* **Exercise brief**: If a line below contains the string "Věstonická", copy it out.

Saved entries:
■ ■ ■ ■

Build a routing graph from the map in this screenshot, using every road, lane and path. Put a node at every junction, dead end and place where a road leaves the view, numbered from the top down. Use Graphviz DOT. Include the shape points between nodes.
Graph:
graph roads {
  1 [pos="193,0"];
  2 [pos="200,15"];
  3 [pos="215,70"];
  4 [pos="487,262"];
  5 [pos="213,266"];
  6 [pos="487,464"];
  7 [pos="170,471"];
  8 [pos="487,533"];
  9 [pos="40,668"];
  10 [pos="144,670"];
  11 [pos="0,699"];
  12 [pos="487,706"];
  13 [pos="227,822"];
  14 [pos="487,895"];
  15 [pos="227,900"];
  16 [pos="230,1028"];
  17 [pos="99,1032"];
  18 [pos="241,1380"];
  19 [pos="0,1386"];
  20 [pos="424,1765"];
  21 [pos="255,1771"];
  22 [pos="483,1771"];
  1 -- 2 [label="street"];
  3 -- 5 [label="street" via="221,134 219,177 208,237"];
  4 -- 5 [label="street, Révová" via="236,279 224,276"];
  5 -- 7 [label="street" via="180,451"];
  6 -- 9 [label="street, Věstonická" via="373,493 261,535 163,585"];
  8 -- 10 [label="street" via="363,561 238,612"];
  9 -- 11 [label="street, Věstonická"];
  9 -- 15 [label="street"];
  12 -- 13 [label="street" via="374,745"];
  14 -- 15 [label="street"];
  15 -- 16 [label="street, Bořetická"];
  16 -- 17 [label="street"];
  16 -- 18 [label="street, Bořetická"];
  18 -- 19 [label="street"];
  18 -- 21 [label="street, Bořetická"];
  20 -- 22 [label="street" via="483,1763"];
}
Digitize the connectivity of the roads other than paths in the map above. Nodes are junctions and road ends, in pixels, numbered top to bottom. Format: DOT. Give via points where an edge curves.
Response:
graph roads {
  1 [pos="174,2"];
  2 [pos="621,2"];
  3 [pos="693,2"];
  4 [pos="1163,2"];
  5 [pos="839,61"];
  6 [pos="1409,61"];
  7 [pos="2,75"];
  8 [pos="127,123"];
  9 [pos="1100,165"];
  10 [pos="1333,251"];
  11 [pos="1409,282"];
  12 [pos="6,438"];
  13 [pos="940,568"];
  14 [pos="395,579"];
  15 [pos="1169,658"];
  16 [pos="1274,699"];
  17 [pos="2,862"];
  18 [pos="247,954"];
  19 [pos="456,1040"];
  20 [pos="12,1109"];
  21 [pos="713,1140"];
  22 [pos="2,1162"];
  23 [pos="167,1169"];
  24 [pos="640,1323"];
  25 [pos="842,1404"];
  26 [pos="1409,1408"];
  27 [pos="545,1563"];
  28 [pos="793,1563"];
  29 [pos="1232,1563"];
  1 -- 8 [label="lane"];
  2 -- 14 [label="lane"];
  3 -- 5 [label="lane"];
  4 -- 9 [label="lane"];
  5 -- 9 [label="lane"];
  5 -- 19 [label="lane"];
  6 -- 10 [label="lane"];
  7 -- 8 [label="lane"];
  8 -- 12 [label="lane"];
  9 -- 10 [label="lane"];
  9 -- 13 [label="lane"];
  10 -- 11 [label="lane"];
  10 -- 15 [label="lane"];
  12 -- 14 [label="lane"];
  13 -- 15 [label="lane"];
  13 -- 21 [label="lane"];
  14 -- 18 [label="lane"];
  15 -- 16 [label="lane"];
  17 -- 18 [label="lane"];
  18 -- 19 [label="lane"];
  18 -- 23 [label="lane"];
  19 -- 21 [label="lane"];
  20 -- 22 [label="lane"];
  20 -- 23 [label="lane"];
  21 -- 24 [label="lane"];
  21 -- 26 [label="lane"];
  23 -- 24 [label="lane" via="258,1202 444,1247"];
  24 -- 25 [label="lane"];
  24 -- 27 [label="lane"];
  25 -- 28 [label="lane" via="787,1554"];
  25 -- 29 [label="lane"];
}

■ ■ ■ ■

* **Task result**:
  6 -- 9 [label="street, Věstonická" via="373,493 261,535 163,585"];
  9 -- 11 [label="street, Věstonická"];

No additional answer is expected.